Contrary to the appellants' contention, the plaintiff demonstrated the admissibility of the business records upon which its vice president of loan documentation relied in her affidavit submitted in support of the motion, under the business records exception to the hearsay rule (see CPLR 4518[a] ; Wells Fargo Bank, N.A. v. Inigo, 164 A.D.3d 545, 83 N.Y.S.3d 95 ; Citibank, N.A. v. Gentile, 156 A.D.3d 859, 860, 65 N.Y.S.3d 778 ). Moreover, the plaintiff was not required to give factual details of the delivery of the note in order to establish that possession was obtained prior to a particular date (see HSBC Bank USA, N.A. v. Ozcan, 154 A.D.3d 822, 824, 64 N.Y.S.3d 38 ; PennyMac Corp. v. Chavez, 144 A.D.3d 1006, 1007, 42 N.Y.S.3d 239 ; JPMorgan Chase Bank, N.A. v. Weinberger, 142 A.D.3d 643, 645, 37 N.Y.S.3d 286 ). Further, since the plaintiff established that it had physical possession of the note at the time of commencement of the action, the validity of the assignments of the mortgage was irrelevant to the issue of standing (see Mariners Atl. Portfolio, LLC v. Hector, 159 A.D.3d 686, 687–688, 69 N.Y.S.3d 502 ; Silvergate Bank v. Calkula Props., Inc., 150 A.D.3d 1295, 1296, 56 N.Y.S.3d 189 ).
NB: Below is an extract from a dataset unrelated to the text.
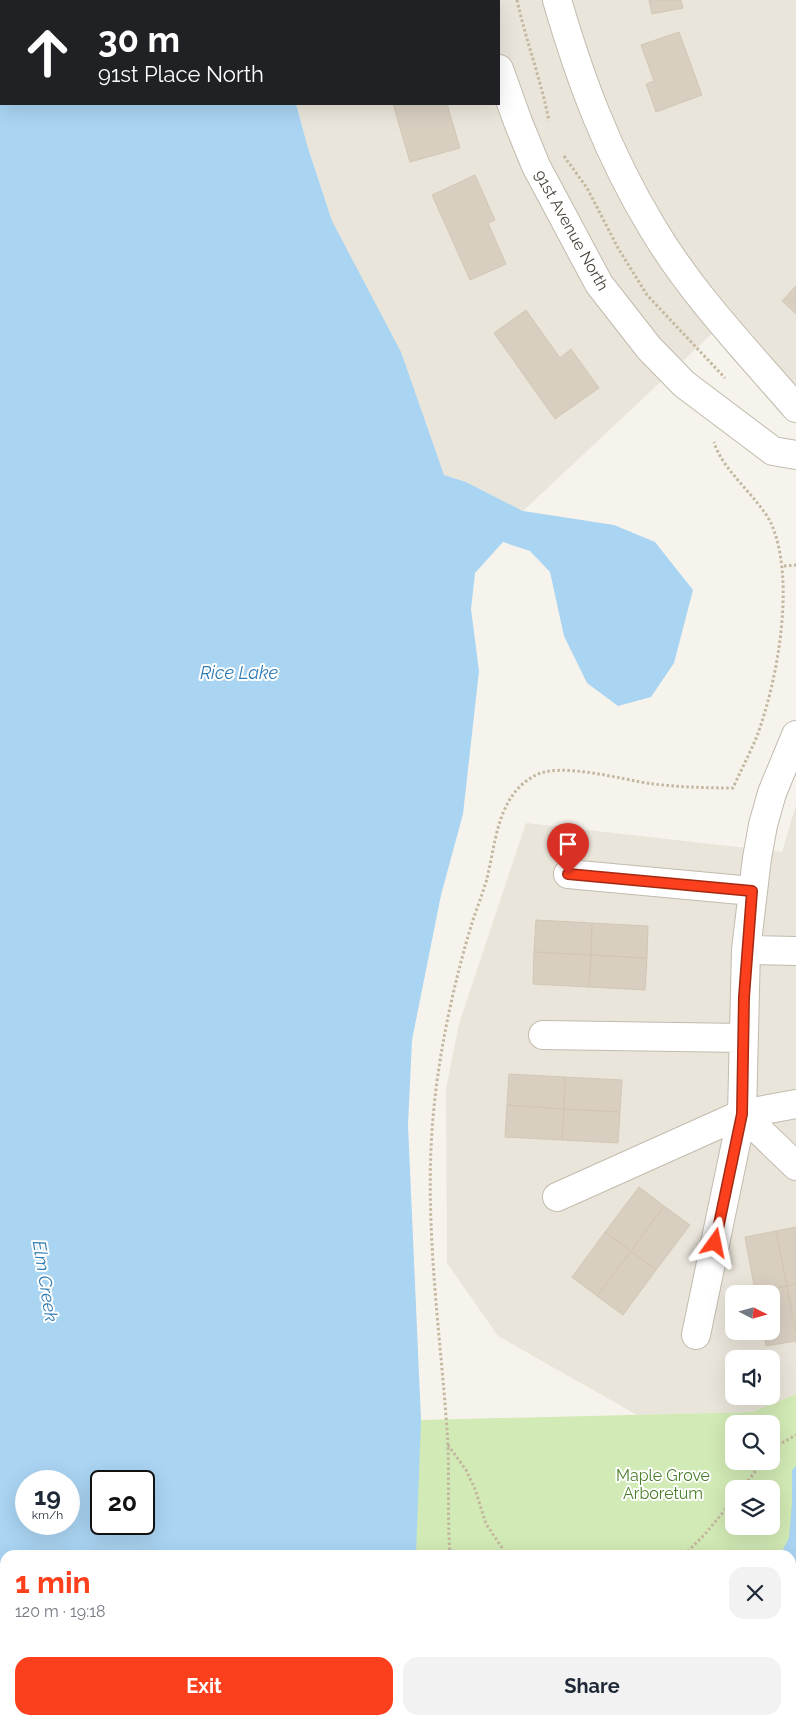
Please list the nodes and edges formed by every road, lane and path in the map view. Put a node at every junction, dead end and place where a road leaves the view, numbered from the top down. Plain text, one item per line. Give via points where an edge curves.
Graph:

In addition, the plaintiff's vice president of loan documentation described in her affidavit the plaintiff's standard business practice with regard to sending RPAPL 1304 90–day notices to borrowers. The affidavit detailed the procedures of electronically recording, printing, and dating the notices, appending a list of approved housing counseling agencies to them, placing the notices in properly addressed certified and first-class mailing envelopes, and sealing the envelopes and delivering them to the United States Postal Service for mailing. The plaintiff also submitted copies of the RPAPL 1304 notices sent to the Heiney defendants and copies of a certified mail receipt and a domestic return receipt. Therefore, the plaintiff tendered sufficient evidence demonstrating the absence of material issues as to its strict compliance with RPAPL 1304 (see Nationstar Mtge., LLC v. LaPorte, 162 A.D.3d 784, 786, 79 N.Y.S.3d 70 ; Flagstar Bank, FSB v. Mendoza, 139 A.D.3d 898, 900, 32 N.Y.S.3d 278 ). In opposition, the appellants failed to raise a triable issue of fact. Accordingly, we agree with the Supreme Court's determination to grant those branches of the plaintiff's motion which were for summary judgment on the complaint insofar as asserted against the appellants and for an order of reference.
MASTRO, J.P., RIVERA, DUFFY and BRATHWAITE NELSON, JJ., concur.